Lexploria - Legal research enhanced by smart algorithms
Lexploria beta Legal research enhanced by smart algorithms
Menu
Browsing history:

HOVHANNISYAN AND OTHERS v. ARMENIA

Doc ref: 35049/16 • ECHR ID: 001-202995

Document date: March 19, 2020

  • Inbound citations: 0
  • Cited paragraphs: 0
  • Outbound citations: 0

HOVHANNISYAN AND OTHERS v. ARMENIA

Doc ref: 35049/16 • ECHR ID: 001-202995

Document date: March 19, 2020

Cited paragraphs only

Communicated on 19 March 2020 Published on 8 June 2020

FIRST SECTION

Application no. 35049/16 Sevak HOVHANNISYAN and Others against Armenia lodged on 10 June 2016

STATEMENT OF FACTS

The applicants, Messrs Sevak Hovhannisyan , Gagik Galstyan and Andranik Gevorgyan , are Armenian nationals who were born in 1978, 1975 and 1973 respectively and live in Yerevan.
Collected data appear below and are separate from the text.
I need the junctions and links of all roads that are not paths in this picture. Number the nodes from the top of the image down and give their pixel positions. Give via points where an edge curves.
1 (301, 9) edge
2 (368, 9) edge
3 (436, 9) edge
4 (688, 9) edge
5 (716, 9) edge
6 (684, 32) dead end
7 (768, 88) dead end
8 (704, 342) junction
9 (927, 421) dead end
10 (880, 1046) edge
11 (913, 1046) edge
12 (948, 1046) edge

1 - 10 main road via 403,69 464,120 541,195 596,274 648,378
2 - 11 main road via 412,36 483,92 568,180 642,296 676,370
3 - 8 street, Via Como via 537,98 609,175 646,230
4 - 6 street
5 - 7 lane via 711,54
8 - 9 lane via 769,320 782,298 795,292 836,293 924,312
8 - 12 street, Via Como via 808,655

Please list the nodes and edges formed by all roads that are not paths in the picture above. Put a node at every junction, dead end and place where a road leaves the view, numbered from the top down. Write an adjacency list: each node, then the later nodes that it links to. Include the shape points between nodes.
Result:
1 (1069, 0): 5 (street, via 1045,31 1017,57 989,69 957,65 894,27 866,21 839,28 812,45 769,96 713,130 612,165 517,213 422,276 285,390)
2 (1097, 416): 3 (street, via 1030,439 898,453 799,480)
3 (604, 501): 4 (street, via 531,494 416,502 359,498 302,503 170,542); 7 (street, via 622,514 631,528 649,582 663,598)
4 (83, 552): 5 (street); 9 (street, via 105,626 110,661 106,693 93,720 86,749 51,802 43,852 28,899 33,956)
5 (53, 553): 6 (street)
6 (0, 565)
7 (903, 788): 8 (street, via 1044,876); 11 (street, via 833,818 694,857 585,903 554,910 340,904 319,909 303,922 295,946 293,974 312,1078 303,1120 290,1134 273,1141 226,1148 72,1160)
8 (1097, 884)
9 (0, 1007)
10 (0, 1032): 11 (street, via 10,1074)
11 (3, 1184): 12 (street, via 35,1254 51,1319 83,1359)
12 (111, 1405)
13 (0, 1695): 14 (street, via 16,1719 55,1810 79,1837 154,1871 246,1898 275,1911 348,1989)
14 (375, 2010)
They are represented before the Court by Ms K. Gevorkyan , a lawyer practising in Yerevan.

The facts of the case, as submitted by the applicants, may be summarised as follows.

At the material time the applicants were employed at the Karen Demirchyan Branch of Yerevan Metropolitan (the Metropolitan).

On 1 January 2014 the relevant provisions of the new pension legislation introducing mandatory pension contributions were to enter into force. However, before their entry into force, several members of Parliament lodged an application with the Constitutional Court challenging the compatibility of those provisions with the Constitution.

By its decision of 24 January 2014 the Constitutional Court decided to suspend the application of the contested provisions of the above-mentioned law until the adoption of its final ruling.

On 12 February 2014 the applicants and other employees of the Metropolitan participated in a protest against the introduction of the mandatory pension scheme.

On the same date the applicants and their colleagues submitted an application to Y., the Director of the Metropolitan, asking for the application of the new pension scheme to be suspended until the delivery of the Constitutional Court ’ s ruling on the matter. The applicants allege that they were the ones to hand this application to the management.

It appears that on the same date security-related controls were carried out in the services in which the applicants were working.

On 13 February 2014 S., the applicants ’ supervisor, reported to Y. that the applicants had been responsible for certain breaches of safety regulations.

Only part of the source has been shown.